> **TASK DIRECTIONS**: Your answer must be the records below, repeated exactly, with every picture left out.

══ GIVEN INFORMATION ══

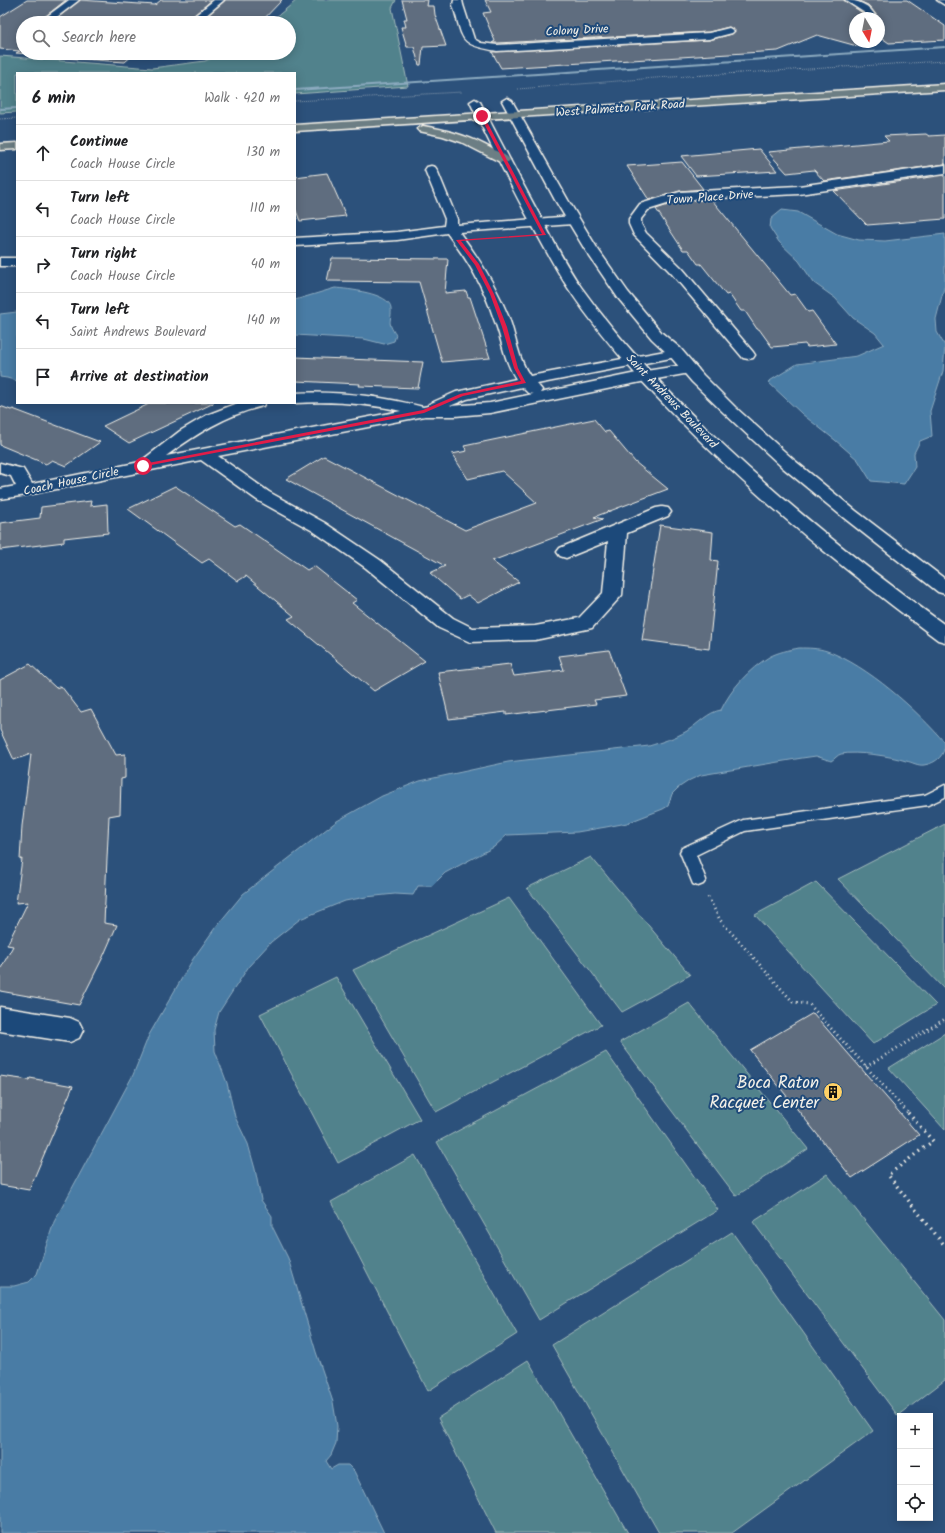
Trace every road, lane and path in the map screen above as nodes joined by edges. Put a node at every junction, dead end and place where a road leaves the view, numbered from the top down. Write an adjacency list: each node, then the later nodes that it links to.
1 (75, 0): 8 (street)
2 (220, 0): 9 (street)
3 (458, 0): 10 (street, Colony Drive)
4 (849, 0): 7 (street)
5 (941, 0): 6 (street)
6 (945, 2)
7 (870, 12)
8 (53, 16)
9 (200, 16)
10 (729, 30)
11 (945, 61): 13 (path)
12 (945, 86): 18 (main road, West Palmetto Park Road)
13 (511, 89)
14 (464, 92): 15 (path)
15 (296, 101)
16 (475, 102): 17 (main road, West Palmetto Park Road); 18 (main road, West Palmetto Park Road); 19 (street, Saint Andrews Boulevard)
17 (462, 103)
18 (505, 103): 19 (main road, West Palmetto Park Road); 31 (street, Saint Andrews Boulevard)
19 (482, 116): 22 (main road, West Palmetto Park Road); 26 (street, Saint Andrews Boulevard)
20 (16, 118): 21 (path)
21 (0, 119)
22 (332, 126): 23 (main road, West Palmetto Park Road); 26 (main road)
23 (296, 128)
24 (16, 146): 25 (main road)
25 (0, 147)
26 (504, 160): 31 (street, Saint Andrews Boulevard)
27 (945, 169): 37 (street, Town Place Drive)
28 (431, 170): 30 (street)
29 (413, 222): 30 (street)
30 (453, 229): 31 (street); 32 (street); 33 (street); 41 (street)
31 (556, 231): 36 (street, Saint Andrews Boulevard); 38 (street, Saint Andrews Boulevard)
32 (517, 237)
33 (296, 242)
34 (0, 262): 35 (street)
35 (16, 262)
36 (676, 354): 38 (street, Coach House Circle); 39 (street, Saint Andrews Boulevard)
37 (748, 355)
38 (634, 362): 40 (street, Saint Andrews Boulevard); 41 (street, Coach House Circle)
39 (690, 369): 40 (street, Coach House Circle); 54 (street, Saint Andrews Boulevard)
40 (646, 376): 42 (street, Coach House Circle); 55 (street, Saint Andrews Boulevard)
41 (524, 382): 42 (street); 45 (street, Coach House Circle)
42 (542, 397): 45 (street, Coach House Circle)
43 (296, 398): 45 (street)
44 (251, 404): 47 (street)
45 (424, 411): 46 (street, Coach House Circle)
46 (204, 454): 47 (street, Coach House Circle); 52 (street)
47 (143, 466): 49 (street, Coach House Circle)
48 (0, 468): 49 (street)
49 (27, 490): 50 (street, Coach House Circle)
50 (0, 494)
51 (662, 512): 52 (street)
52 (618, 531): 53 (street)
53 (566, 552)
54 (945, 588)
55 (945, 635)
56 (945, 790): 57 (lane)
57 (698, 880): 61 (path)
58 (0, 1019): 60 (street)
59 (945, 1019): 61 (path)
60 (70, 1030)
61 (866, 1067): 62 (path)
62 (945, 1246)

═══

> **RESULT OF THIS TASK**:
Trace every road, lane and path in the map screen above as nodes joined by edges. Put a node at every junction, dead end and place where a road leaves the view, numbered from the top down. Write an adjacency list: each node, then the later nodes that it links to.
1 (75, 0): 8 (street)
2 (220, 0): 9 (street)
3 (458, 0): 10 (street, Colony Drive)
4 (849, 0): 7 (street)
5 (941, 0): 6 (street)
6 (945, 2)
7 (870, 12)
8 (53, 16)
9 (200, 16)
10 (729, 30)
11 (945, 61): 13 (path)
12 (945, 86): 18 (main road, West Palmetto Park Road)
13 (511, 89)
14 (464, 92): 15 (path)
15 (296, 101)
16 (475, 102): 17 (main road, West Palmetto Park Road); 18 (main road, West Palmetto Park Road); 19 (street, Saint Andrews Boulevard)
17 (462, 103)
18 (505, 103): 19 (main road, West Palmetto Park Road); 31 (street, Saint Andrews Boulevard)
19 (482, 116): 22 (main road, West Palmetto Park Road); 26 (street, Saint Andrews Boulevard)
20 (16, 118): 21 (path)
21 (0, 119)
22 (332, 126): 23 (main road, West Palmetto Park Road); 26 (main road)
23 (296, 128)
24 (16, 146): 25 (main road)
25 (0, 147)
26 (504, 160): 31 (street, Saint Andrews Boulevard)
27 (945, 169): 37 (street, Town Place Drive)
28 (431, 170): 30 (street)
29 (413, 222): 30 (street)
30 (453, 229): 31 (street); 32 (street); 33 (street); 41 (street)
31 (556, 231): 36 (street, Saint Andrews Boulevard); 38 (street, Saint Andrews Boulevard)
32 (517, 237)
33 (296, 242)
34 (0, 262): 35 (street)
35 (16, 262)
36 (676, 354): 38 (street, Coach House Circle); 39 (street, Saint Andrews Boulevard)
37 (748, 355)
38 (634, 362): 40 (street, Saint Andrews Boulevard); 41 (street, Coach House Circle)
39 (690, 369): 40 (street, Coach House Circle); 54 (street, Saint Andrews Boulevard)
40 (646, 376): 42 (street, Coach House Circle); 55 (street, Saint Andrews Boulevard)
41 (524, 382): 42 (street); 45 (street, Coach House Circle)
42 (542, 397): 45 (street, Coach House Circle)
43 (296, 398): 45 (street)
44 (251, 404): 47 (street)
45 (424, 411): 46 (street, Coach House Circle)
46 (204, 454): 47 (street, Coach House Circle); 52 (street)
47 (143, 466): 49 (street, Coach House Circle)
48 (0, 468): 49 (street)
49 (27, 490): 50 (street, Coach House Circle)
50 (0, 494)
51 (662, 512): 52 (street)
52 (618, 531): 53 (street)
53 (566, 552)
54 (945, 588)
55 (945, 635)
56 (945, 790): 57 (lane)
57 (698, 880): 61 (path)
58 (0, 1019): 60 (street)
59 (945, 1019): 61 (path)
60 (70, 1030)
61 (866, 1067): 62 (path)
62 (945, 1246)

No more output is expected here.